Referring to FIG. 20, the connection electrode may be formed to surround the side surface of the light emitting layer MQW of the light emitting element. Accordingly, light emitted from the light emitting layer MQW may be reflected by the connection electrode BOL and emitted upward, so that the light emitting efficiency may be increased.

Hereinafter, a manufacturing process of the display device 10 according to an embodiment will be described with reference to other drawings.

FIG. 21 is a flowchart to illustrate steps of a method of manufacturing the display device according to an embodiment. FIGS. 22 to 29 are diagrams to illustrate the steps of FIG. 21. FIGS. 22 to 29 are schematic cross-sectional views of structures according to the formation order of each layer of the display device 10.

FIGS. 21 to 29 illustrate manufacturing processes of the light emitting element part LEP, and these may correspond to the schematic cross-sectional view of FIG. 7. In the following, the first light emitting area EA1 and the second light emitting area EA2 of the display device 10 are illustrated. For example, for convenience of description, a single light emitting element LE may be disposed in a single light emitting area EA1, but embodiments are not limited thereto.

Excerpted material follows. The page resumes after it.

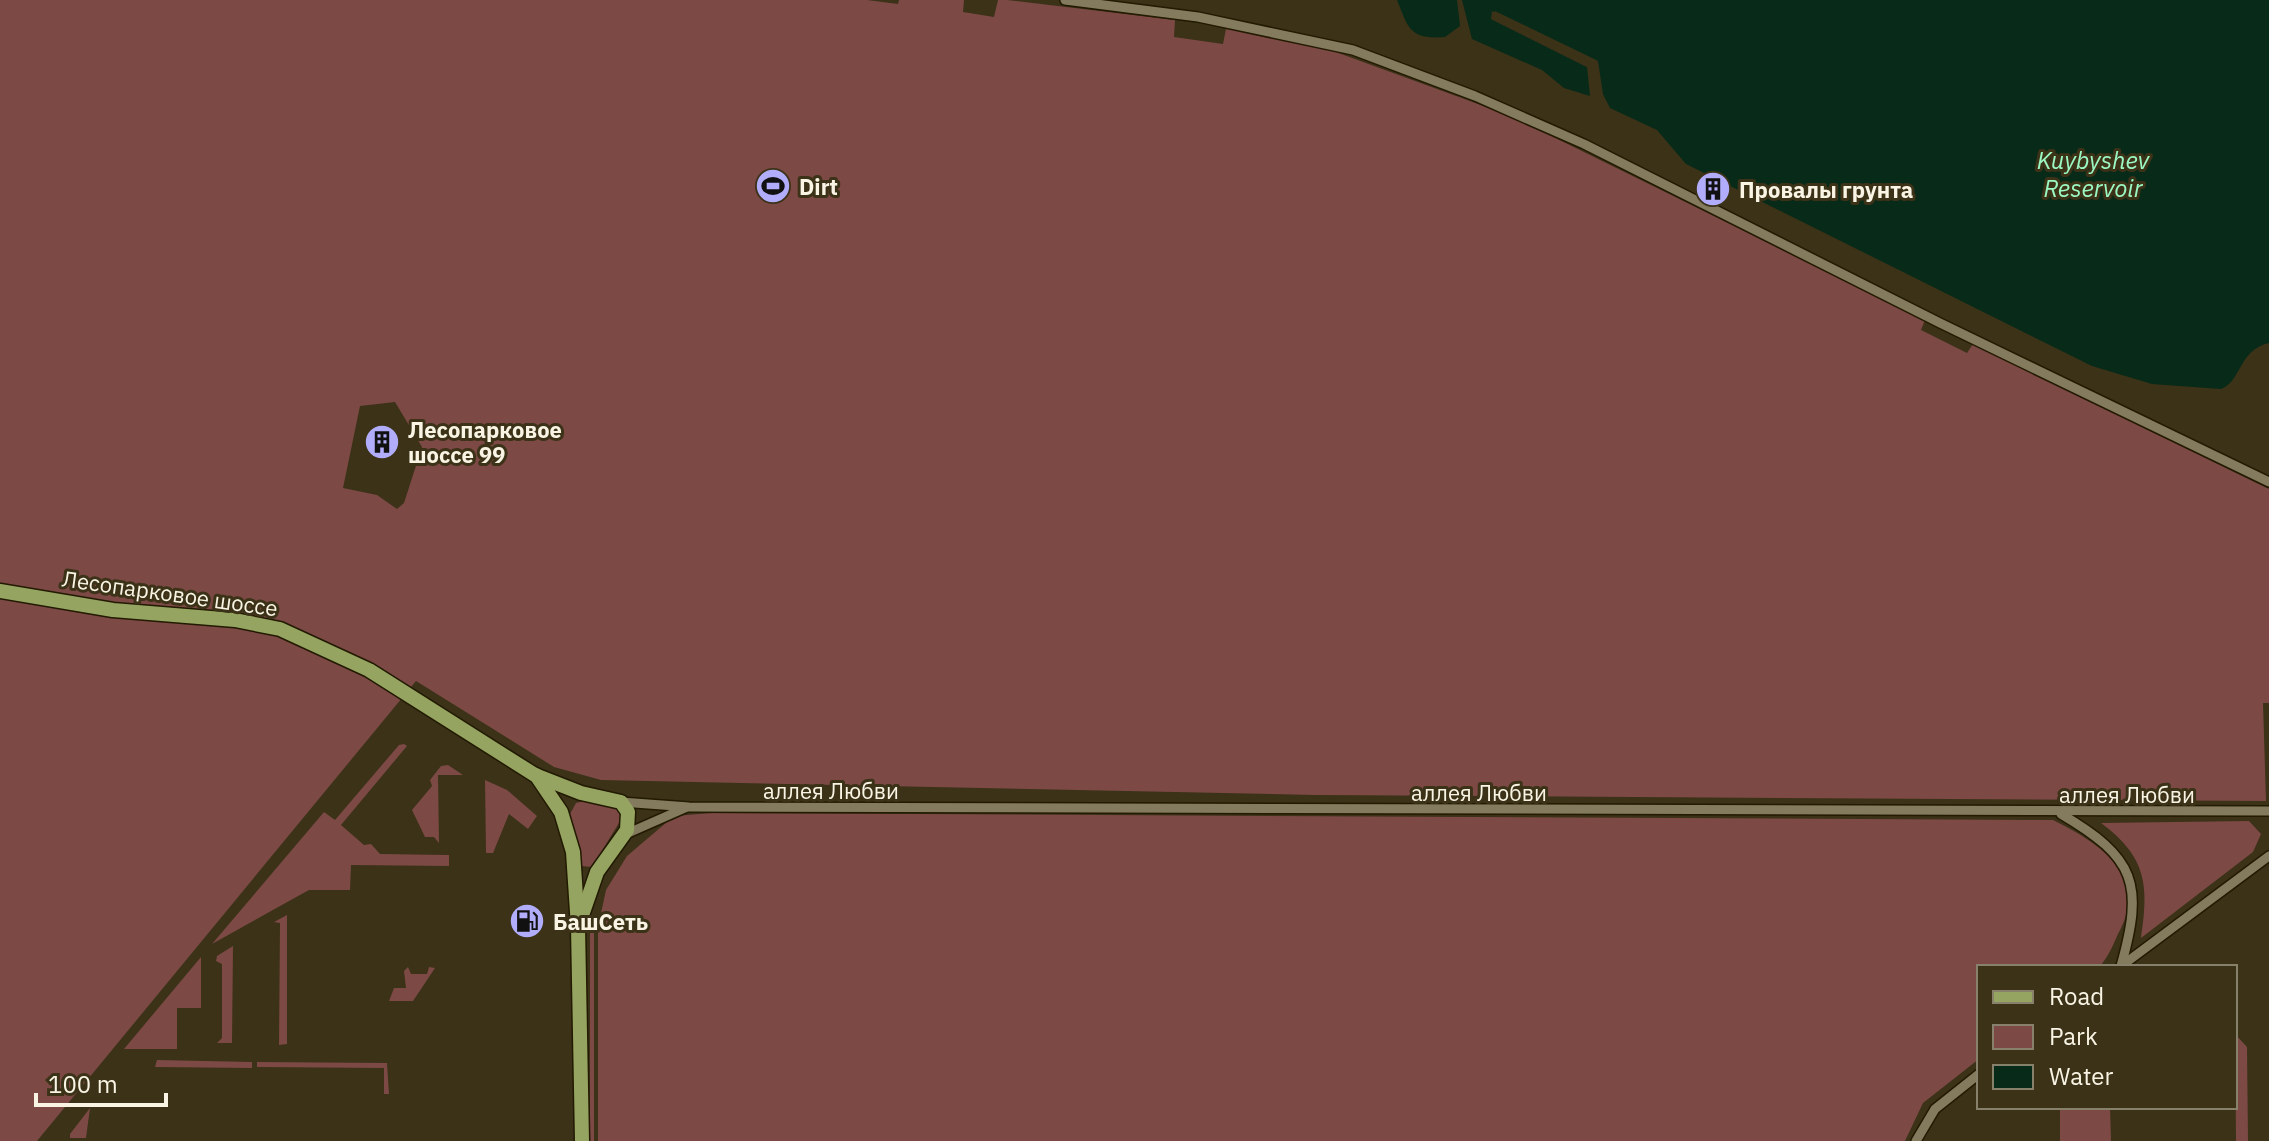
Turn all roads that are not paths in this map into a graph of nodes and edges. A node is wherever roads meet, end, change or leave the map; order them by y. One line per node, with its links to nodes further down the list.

Referring to FIG. 21, the method of manufacturing a display device 10 may include forming a light emitting element rod LER in which a third semiconductor layer USE, a second semiconductor layer SEM2, a light emitting layer MQW, and a first semiconductor layer SEM1 are sequentially stacked on a base substrate BSUB (step S110), forming an insulating layer INS surrounding the light emitting element rod LER (step S120), and forming a connection electrode BOL by depositing an electrode material layer on the entire substrate on which light emitting element rods LER are formed (step S130).

A detailed example of the steps in FIG. 21 will be described below with reference to FIGS. 22 to 29.

Referring to FIGS. 22 to 25, light emitting elements LE may be formed on a base substrate BSUB.

For example, referring to FIG. 22, the base substrate BSUB may be prepared. The base substrate BSUB may be a sapphire substrate Al₂O₃ or a silicon wafer including silicon. However, embodiments are not limited thereto, and in an embodiment, a case where the base substrate BSUB is a sapphire substrate will be described as an example.

Semiconductor material layers USEL, SEM2L, MQWL, and SEM1L may be formed on the base substrate BSUB. The semiconductor material layers grown by the epitaxial method may be formed by growing a seed crystal. Methods for forming semiconductor material layers include electron beam deposition, physical vapor deposition (PVD), chemical vapor deposition (CVD), and plasma laser deposition (PLD), dual-type thermal evaporation, sputtering, metal organic chemical vapor deposition (MOCVD), and the like, and formed by metal organic chemical vapor deposition (MOCVD). However, embodiments are not limited thereto.

A precursor material for forming the semiconductor material layers is not limited within the range that is conventionally selected for forming the subject material. In an example, the precursor material may be a metal precursor including an alkyl group such as a methyl or ethyl group. For example, the precursor material may be a compound such as trimethyl gallium (Ga(CH₃)₃), trimethyl aluminum (Al(CH₃)₃), triethyl phosphate ((C₂H₅)₃PO₄) but embodiments are not limited thereto.

For example, a third semiconductor material layer USEL may be formed on the base substrate BSUB. While the drawings illustrate the third semiconductor material layer USEL being further stacked, embodiments are not limited thereto, and a plurality of layers may be formed. The third semiconductor material layer USEL may be disposed to reduce a lattice constant difference between a second semiconductor material layer SEM2L and the base substrate BSUB. For example, the third semiconductor material layer USEL may include an undoped semiconductor, which is an n-type or p-type undoped material. In an embodiment, the third semiconductor material layer USEL may be at least one of undoped InAlGaN, GaN, AlGaN, InGaN, AlN, and InN, but embodiments are not limited thereto.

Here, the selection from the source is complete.